— WHAT NEEDS TO BE DONE —
Pictures do not belong in the copy. Return all of the entries exactly.

------------------------------------------------------------------------

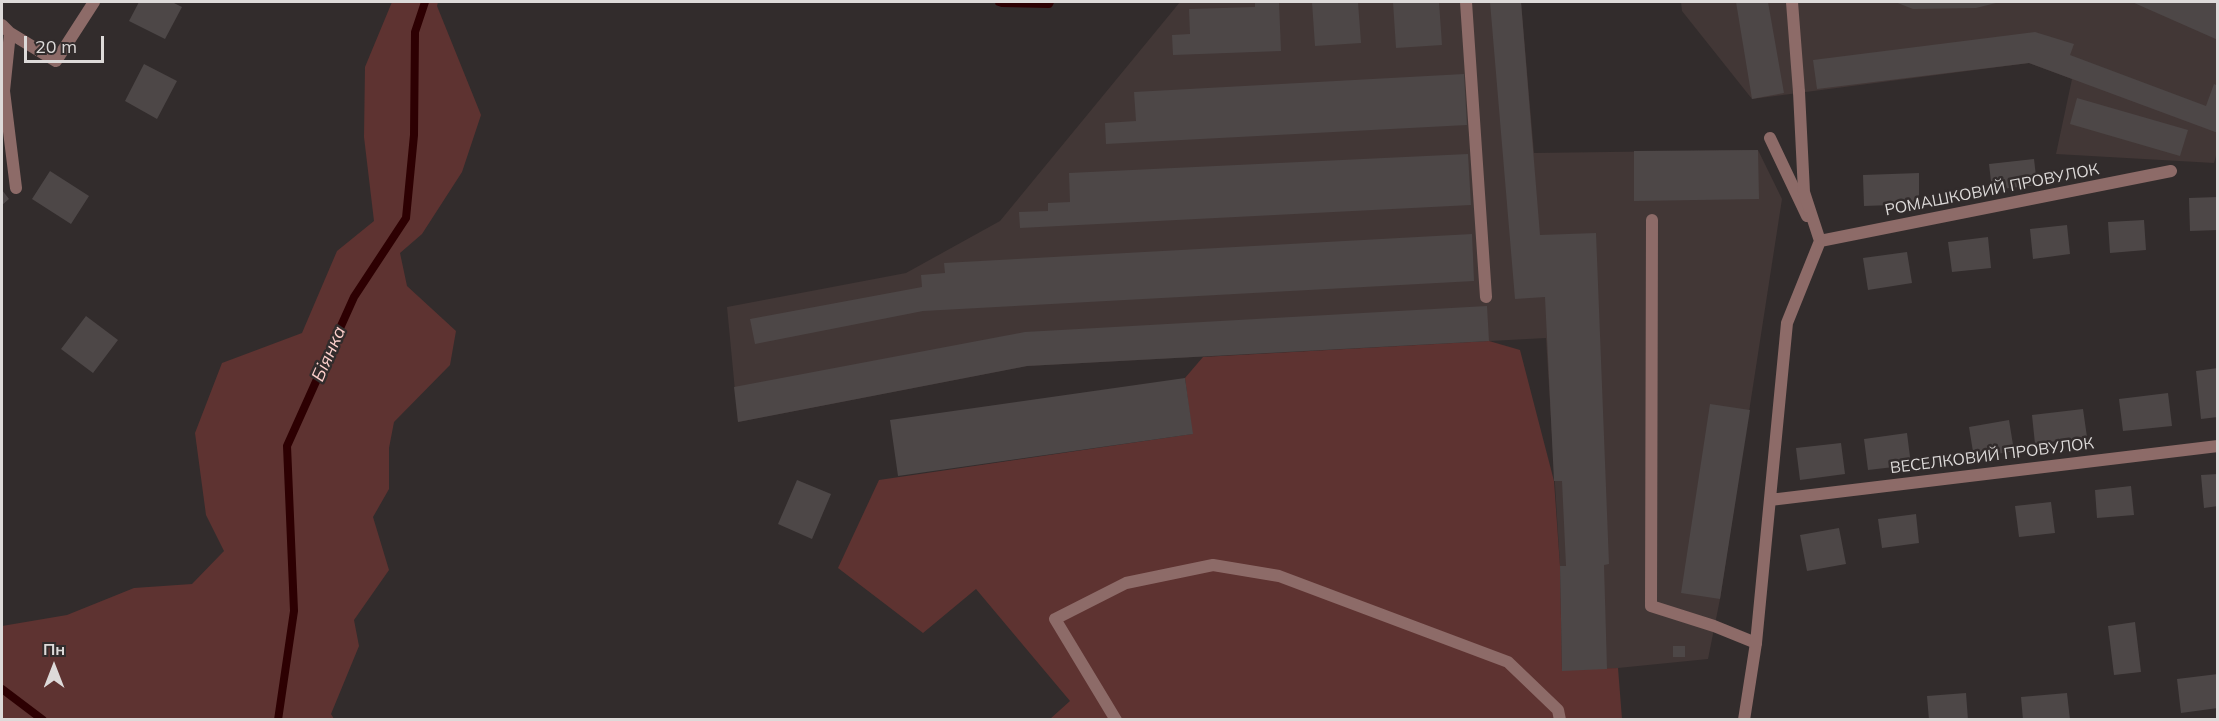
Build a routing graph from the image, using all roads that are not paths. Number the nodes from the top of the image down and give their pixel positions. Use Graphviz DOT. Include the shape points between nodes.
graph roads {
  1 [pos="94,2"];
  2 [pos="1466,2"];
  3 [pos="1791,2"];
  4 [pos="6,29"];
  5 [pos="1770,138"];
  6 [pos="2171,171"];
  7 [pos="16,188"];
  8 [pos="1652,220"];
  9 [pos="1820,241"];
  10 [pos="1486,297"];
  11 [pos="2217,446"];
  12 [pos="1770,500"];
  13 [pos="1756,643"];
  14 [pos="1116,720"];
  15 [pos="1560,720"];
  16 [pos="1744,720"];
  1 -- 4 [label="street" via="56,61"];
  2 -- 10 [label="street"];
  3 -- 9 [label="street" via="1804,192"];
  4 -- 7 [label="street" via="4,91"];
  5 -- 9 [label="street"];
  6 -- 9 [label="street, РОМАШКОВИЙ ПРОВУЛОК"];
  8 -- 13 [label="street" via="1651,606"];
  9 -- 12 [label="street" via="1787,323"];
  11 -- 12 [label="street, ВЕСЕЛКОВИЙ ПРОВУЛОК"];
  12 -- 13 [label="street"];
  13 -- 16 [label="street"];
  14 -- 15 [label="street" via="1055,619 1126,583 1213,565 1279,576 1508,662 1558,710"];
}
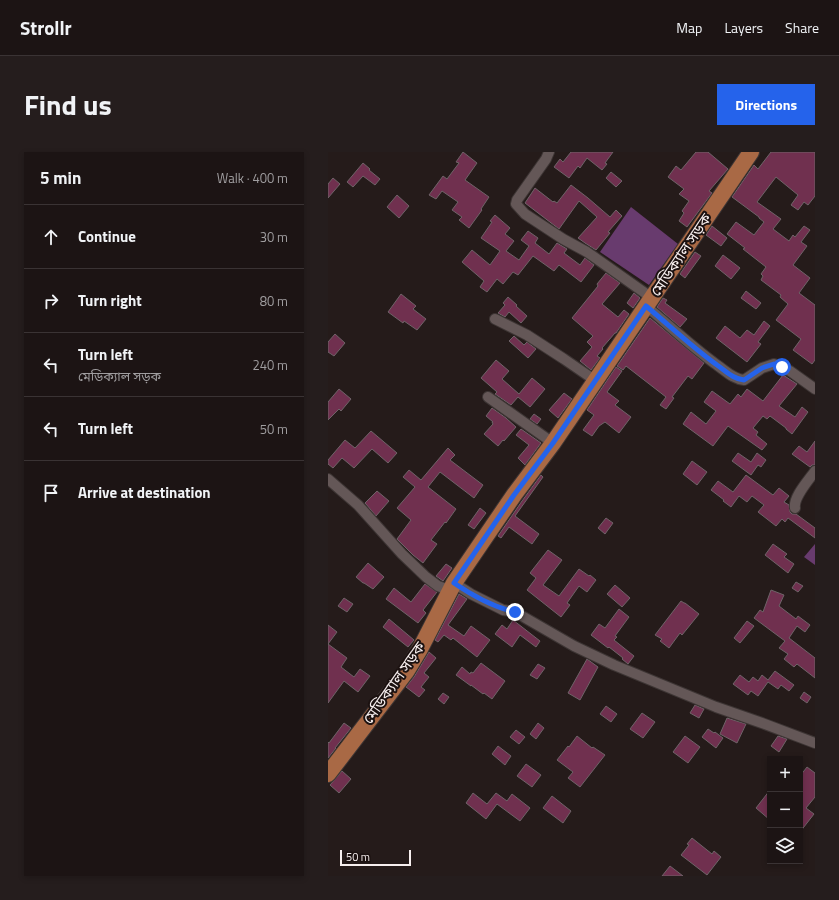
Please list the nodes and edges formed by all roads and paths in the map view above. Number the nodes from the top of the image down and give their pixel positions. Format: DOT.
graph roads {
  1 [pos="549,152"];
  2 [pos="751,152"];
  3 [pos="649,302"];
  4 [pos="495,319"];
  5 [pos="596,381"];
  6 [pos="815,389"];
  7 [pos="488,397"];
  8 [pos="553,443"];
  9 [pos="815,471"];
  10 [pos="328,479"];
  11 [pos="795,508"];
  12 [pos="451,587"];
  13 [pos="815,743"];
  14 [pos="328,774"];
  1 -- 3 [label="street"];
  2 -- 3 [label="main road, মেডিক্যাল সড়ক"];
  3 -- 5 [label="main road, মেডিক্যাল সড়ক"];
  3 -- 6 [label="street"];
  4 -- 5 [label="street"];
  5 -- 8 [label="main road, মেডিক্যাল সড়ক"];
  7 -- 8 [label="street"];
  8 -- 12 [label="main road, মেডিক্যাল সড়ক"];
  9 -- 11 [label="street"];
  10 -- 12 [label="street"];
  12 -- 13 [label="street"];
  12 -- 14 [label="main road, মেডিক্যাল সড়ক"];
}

------------------------------------------------------------------------

— RESULT OF THE EXERCISE —
Build a routing graph from the image, using all roads that are not paths. Number the nodes from the top of the image down and give their pixel positions. Use Graphviz DOT. Include the shape points between nodes.
graph roads {
  1 [pos="94,2"];
  2 [pos="1466,2"];
  3 [pos="1791,2"];
  4 [pos="6,29"];
  5 [pos="1770,138"];
  6 [pos="2171,171"];
  7 [pos="16,188"];
  8 [pos="1652,220"];
  9 [pos="1820,241"];
  10 [pos="1486,297"];
  11 [pos="2217,446"];
  12 [pos="1770,500"];
  13 [pos="1756,643"];
  14 [pos="1116,720"];
  15 [pos="1560,720"];
  16 [pos="1744,720"];
  1 -- 4 [label="street" via="56,61"];
  2 -- 10 [label="street"];
  3 -- 9 [label="street" via="1804,192"];
  4 -- 7 [label="street" via="4,91"];
  5 -- 9 [label="street"];
  6 -- 9 [label="street, РОМАШКОВИЙ ПРОВУЛОК"];
  8 -- 13 [label="street" via="1651,606"];
  9 -- 12 [label="street" via="1787,323"];
  11 -- 12 [label="street, ВЕСЕЛКОВИЙ ПРОВУЛОК"];
  12 -- 13 [label="street"];
  13 -- 16 [label="street"];
  14 -- 15 [label="street" via="1055,619 1126,583 1213,565 1279,576 1508,662 1558,710"];
}
Please list the nodes and edges formed by all roads and paths in the map view above. Number the nodes from the top of the image down and give their pixel positions. Format: DOT.
graph roads {
  1 [pos="549,152"];
  2 [pos="751,152"];
  3 [pos="649,302"];
  4 [pos="495,319"];
  5 [pos="596,381"];
  6 [pos="815,389"];
  7 [pos="488,397"];
  8 [pos="553,443"];
  9 [pos="815,471"];
  10 [pos="328,479"];
  11 [pos="795,508"];
  12 [pos="451,587"];
  13 [pos="815,743"];
  14 [pos="328,774"];
  1 -- 3 [label="street"];
  2 -- 3 [label="main road, মেডিক্যাল সড়ক"];
  3 -- 5 [label="main road, মেডিক্যাল সড়ক"];
  3 -- 6 [label="street"];
  4 -- 5 [label="street"];
  5 -- 8 [label="main road, মেডিক্যাল সড়ক"];
  7 -- 8 [label="street"];
  8 -- 12 [label="main road, মেডিক্যাল সড়ক"];
  9 -- 11 [label="street"];
  10 -- 12 [label="street"];
  12 -- 13 [label="street"];
  12 -- 14 [label="main road, মেডিক্যাল সড়ক"];
}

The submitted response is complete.